**Work order**
For this exercise, transcribe the records below without changing a word.

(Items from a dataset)
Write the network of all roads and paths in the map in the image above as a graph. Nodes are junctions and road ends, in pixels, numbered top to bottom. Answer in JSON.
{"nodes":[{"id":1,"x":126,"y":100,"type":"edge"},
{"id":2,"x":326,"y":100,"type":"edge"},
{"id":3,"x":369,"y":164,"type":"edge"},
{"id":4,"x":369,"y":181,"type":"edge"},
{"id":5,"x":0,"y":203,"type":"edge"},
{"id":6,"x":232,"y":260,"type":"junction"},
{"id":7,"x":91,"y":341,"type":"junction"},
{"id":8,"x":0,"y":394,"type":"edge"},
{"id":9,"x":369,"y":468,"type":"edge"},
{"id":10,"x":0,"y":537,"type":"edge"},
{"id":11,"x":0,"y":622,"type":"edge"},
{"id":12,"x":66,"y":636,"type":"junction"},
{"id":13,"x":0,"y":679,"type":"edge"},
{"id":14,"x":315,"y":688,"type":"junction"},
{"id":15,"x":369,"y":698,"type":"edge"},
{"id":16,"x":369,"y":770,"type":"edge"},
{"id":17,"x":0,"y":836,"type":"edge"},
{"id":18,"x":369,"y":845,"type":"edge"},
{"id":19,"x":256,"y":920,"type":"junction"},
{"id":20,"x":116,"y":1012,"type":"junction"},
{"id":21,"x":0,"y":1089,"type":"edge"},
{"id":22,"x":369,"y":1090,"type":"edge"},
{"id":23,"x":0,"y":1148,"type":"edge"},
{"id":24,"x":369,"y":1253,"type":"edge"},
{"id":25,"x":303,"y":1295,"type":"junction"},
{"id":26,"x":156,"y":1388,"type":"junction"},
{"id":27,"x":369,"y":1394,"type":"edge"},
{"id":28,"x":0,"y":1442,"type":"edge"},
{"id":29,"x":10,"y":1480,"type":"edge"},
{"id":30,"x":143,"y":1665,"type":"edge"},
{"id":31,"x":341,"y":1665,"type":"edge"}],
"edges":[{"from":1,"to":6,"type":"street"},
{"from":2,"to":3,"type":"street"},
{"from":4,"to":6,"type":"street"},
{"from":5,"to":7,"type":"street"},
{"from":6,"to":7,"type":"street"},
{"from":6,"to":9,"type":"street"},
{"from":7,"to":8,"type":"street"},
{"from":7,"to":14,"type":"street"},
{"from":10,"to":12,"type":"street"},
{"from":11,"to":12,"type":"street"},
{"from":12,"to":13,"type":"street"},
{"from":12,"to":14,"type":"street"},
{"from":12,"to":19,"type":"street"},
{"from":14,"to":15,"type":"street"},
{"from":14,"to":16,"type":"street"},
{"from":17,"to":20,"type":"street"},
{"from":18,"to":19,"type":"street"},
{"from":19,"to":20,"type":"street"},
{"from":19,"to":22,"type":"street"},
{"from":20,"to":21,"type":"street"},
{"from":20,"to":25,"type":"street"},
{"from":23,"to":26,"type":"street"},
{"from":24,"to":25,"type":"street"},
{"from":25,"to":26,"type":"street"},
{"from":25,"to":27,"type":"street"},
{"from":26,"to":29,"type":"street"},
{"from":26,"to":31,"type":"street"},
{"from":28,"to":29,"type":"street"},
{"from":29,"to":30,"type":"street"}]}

**Problem solution**
Write the network of all roads and paths in the map in the image above as a graph. Nodes are junctions and road ends, in pixels, numbered top to bottom. Answer in JSON.
{"nodes":[{"id":1,"x":126,"y":100,"type":"edge"},
{"id":2,"x":326,"y":100,"type":"edge"},
{"id":3,"x":369,"y":164,"type":"edge"},
{"id":4,"x":369,"y":181,"type":"edge"},
{"id":5,"x":0,"y":203,"type":"edge"},
{"id":6,"x":232,"y":260,"type":"junction"},
{"id":7,"x":91,"y":341,"type":"junction"},
{"id":8,"x":0,"y":394,"type":"edge"},
{"id":9,"x":369,"y":468,"type":"edge"},
{"id":10,"x":0,"y":537,"type":"edge"},
{"id":11,"x":0,"y":622,"type":"edge"},
{"id":12,"x":66,"y":636,"type":"junction"},
{"id":13,"x":0,"y":679,"type":"edge"},
{"id":14,"x":315,"y":688,"type":"junction"},
{"id":15,"x":369,"y":698,"type":"edge"},
{"id":16,"x":369,"y":770,"type":"edge"},
{"id":17,"x":0,"y":836,"type":"edge"},
{"id":18,"x":369,"y":845,"type":"edge"},
{"id":19,"x":256,"y":920,"type":"junction"},
{"id":20,"x":116,"y":1012,"type":"junction"},
{"id":21,"x":0,"y":1089,"type":"edge"},
{"id":22,"x":369,"y":1090,"type":"edge"},
{"id":23,"x":0,"y":1148,"type":"edge"},
{"id":24,"x":369,"y":1253,"type":"edge"},
{"id":25,"x":303,"y":1295,"type":"junction"},
{"id":26,"x":156,"y":1388,"type":"junction"},
{"id":27,"x":369,"y":1394,"type":"edge"},
{"id":28,"x":0,"y":1442,"type":"edge"},
{"id":29,"x":10,"y":1480,"type":"edge"},
{"id":30,"x":143,"y":1665,"type":"edge"},
{"id":31,"x":341,"y":1665,"type":"edge"}],
"edges":[{"from":1,"to":6,"type":"street"},
{"from":2,"to":3,"type":"street"},
{"from":4,"to":6,"type":"street"},
{"from":5,"to":7,"type":"street"},
{"from":6,"to":7,"type":"street"},
{"from":6,"to":9,"type":"street"},
{"from":7,"to":8,"type":"street"},
{"from":7,"to":14,"type":"street"},
{"from":10,"to":12,"type":"street"},
{"from":11,"to":12,"type":"street"},
{"from":12,"to":13,"type":"street"},
{"from":12,"to":14,"type":"street"},
{"from":12,"to":19,"type":"street"},
{"from":14,"to":15,"type":"street"},
{"from":14,"to":16,"type":"street"},
{"from":17,"to":20,"type":"street"},
{"from":18,"to":19,"type":"street"},
{"from":19,"to":20,"type":"street"},
{"from":19,"to":22,"type":"street"},
{"from":20,"to":21,"type":"street"},
{"from":20,"to":25,"type":"street"},
{"from":23,"to":26,"type":"street"},
{"from":24,"to":25,"type":"street"},
{"from":25,"to":26,"type":"street"},
{"from":25,"to":27,"type":"street"},
{"from":26,"to":29,"type":"street"},
{"from":26,"to":31,"type":"street"},
{"from":28,"to":29,"type":"street"},
{"from":29,"to":30,"type":"street"}]}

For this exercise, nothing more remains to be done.